Roche to re-enter antibiotics market…again

Roche could restart its antibiotic development activities if a superbug busting drug candidate being developed by new partner Polyphor fulfils its early clinical promise.

The Swiss drug giant paid Polyphor CHF35m ($38m) for exclusive worldwide rights to the macrocycle antibiotic, Pol7080, which is being developed as a treatment for hospital-acquired Pseudomonas aeruginosa infection.

Roche spokesman Luke Willats told in-Pharmatechnologist.com that: “POL7080 is in Phase II clinical trials. A Phase I clinical trial in healthy volunteers in Europe has successfully demonstrated the clinical safety and tolerability of POL7080. All primary study objectives were achieved in this trial."

He added that: “Phase II studies previously initiated will be completed by Polyphor. Roche will assume full responsibility for remaining development and commercialisation.”

So...subsidiaries don't count?

Roche stopped developing antibiotics when it abandoned anti-infectives research in 1999 (page 68) as it moved to reshape its R&D activities.

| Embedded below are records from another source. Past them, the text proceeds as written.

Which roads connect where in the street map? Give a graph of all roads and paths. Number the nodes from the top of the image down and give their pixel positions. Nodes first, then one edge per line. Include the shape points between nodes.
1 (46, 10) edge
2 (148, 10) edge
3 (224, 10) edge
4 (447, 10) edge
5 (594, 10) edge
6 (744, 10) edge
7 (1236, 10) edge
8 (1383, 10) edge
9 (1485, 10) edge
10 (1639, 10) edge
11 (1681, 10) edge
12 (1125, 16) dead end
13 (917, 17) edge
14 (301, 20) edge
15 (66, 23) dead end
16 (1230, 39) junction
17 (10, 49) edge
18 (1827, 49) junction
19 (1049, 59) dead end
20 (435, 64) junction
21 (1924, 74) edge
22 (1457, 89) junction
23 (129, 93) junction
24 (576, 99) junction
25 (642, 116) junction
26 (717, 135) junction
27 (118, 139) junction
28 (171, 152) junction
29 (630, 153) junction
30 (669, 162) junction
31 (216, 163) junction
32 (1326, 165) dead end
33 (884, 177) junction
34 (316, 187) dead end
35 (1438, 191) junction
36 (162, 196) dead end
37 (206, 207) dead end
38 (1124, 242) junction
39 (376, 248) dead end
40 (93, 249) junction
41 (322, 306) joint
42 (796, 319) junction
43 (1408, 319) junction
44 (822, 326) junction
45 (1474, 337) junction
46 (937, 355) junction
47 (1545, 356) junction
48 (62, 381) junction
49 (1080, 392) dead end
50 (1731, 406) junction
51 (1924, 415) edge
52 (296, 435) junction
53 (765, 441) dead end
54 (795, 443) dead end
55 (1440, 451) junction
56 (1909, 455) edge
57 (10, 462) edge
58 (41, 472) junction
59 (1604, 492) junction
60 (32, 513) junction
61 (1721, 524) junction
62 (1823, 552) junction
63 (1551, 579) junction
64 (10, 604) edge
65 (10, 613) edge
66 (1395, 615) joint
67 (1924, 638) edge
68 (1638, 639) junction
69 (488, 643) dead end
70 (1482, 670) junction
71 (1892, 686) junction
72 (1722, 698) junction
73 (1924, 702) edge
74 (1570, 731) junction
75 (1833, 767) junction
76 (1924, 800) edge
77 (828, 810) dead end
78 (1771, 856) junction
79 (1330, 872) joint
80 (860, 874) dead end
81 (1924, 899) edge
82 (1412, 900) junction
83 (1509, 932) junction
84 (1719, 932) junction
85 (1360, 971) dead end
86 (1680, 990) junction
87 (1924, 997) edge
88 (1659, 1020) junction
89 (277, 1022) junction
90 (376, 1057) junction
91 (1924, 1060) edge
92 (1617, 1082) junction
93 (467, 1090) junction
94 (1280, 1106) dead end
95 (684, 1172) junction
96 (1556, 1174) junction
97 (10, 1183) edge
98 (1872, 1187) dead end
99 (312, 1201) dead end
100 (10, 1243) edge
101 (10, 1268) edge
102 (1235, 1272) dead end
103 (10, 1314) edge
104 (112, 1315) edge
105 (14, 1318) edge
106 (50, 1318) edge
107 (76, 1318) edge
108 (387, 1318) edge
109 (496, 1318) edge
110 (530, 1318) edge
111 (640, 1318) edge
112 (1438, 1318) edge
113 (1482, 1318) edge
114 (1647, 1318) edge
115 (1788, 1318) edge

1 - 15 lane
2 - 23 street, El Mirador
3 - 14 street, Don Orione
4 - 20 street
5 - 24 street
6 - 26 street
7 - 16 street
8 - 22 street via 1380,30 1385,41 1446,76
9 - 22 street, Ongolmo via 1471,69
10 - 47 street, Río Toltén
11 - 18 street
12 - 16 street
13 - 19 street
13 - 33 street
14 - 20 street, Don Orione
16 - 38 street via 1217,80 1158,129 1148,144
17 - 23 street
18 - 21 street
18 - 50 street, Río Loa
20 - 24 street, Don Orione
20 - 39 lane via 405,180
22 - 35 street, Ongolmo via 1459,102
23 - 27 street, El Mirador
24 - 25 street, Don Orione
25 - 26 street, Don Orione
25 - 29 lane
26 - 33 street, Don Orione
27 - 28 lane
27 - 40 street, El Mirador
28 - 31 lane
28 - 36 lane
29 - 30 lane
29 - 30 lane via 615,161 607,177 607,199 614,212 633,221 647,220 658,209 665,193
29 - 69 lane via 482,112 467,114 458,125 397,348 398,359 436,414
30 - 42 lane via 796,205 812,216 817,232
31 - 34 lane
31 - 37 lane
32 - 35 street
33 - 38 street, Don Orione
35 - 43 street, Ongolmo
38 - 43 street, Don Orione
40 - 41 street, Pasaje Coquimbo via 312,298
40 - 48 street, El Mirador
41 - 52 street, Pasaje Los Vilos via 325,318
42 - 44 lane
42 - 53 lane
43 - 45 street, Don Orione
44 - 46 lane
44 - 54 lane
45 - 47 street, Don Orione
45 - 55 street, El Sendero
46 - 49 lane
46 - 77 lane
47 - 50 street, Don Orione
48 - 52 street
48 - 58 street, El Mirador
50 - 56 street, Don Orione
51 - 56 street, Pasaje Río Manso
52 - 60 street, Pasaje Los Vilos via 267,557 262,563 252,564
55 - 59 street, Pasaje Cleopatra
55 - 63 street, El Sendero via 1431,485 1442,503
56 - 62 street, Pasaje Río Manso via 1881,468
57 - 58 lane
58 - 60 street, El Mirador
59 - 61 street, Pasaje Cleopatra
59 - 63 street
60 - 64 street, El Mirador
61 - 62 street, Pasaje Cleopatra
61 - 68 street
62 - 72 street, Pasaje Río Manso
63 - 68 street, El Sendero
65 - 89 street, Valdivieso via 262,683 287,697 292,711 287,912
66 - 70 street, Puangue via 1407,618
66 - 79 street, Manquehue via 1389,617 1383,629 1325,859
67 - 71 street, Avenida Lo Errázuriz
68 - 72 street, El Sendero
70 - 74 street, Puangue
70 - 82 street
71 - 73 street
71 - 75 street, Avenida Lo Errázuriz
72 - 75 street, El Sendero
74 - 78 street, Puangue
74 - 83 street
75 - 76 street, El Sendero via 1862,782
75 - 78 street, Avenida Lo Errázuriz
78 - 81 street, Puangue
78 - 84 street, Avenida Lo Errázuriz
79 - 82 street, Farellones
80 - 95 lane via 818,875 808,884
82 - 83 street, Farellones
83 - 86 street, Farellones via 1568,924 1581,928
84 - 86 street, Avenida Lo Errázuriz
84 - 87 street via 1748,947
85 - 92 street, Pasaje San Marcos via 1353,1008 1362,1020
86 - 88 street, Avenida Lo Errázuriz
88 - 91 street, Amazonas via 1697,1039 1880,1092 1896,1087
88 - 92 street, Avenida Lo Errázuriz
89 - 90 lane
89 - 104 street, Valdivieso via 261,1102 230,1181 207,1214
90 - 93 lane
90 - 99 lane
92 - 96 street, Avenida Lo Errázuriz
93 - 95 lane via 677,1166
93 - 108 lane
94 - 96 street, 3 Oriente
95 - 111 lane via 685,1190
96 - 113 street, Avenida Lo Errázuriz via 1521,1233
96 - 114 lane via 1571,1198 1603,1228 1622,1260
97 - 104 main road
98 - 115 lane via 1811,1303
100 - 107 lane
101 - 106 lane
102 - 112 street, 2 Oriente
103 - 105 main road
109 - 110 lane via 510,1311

However, despite what has been widely reported, the new license does not mark Roche’s return to the antibiotics development field. In February, the firm’s subsidiary Genentech entered into an R&D collaboration with RQx in a project focused on an antibiotic to combat multi-drug resistant gram negative bugs.

Nevertheless, a second deal in the field of antibiotics could indicate Roche has changed its view of the revenue potential offered by anti-infectives, so in-Pharmatechnologist.com asked Willats what prompted the agreement.

He said that: “This license agreement complements the Roche pRED portfolio by adding antibiotics to the current focus areas in virology: Hepatitis B and influenza.

It reinforces pRED’s strong commitment to infectious diseases, particularly for areas of high unmet medical need. As one of the leading causes of antibiotic-resistant infections, Pseudomonas is a good starting point for Roche pRED.” 

Polyphor could earn as much as CHF465m from the deal, based on certain development, regulatory and commercial milestones, is entitled to receive tiered double-digit royalties on product sales.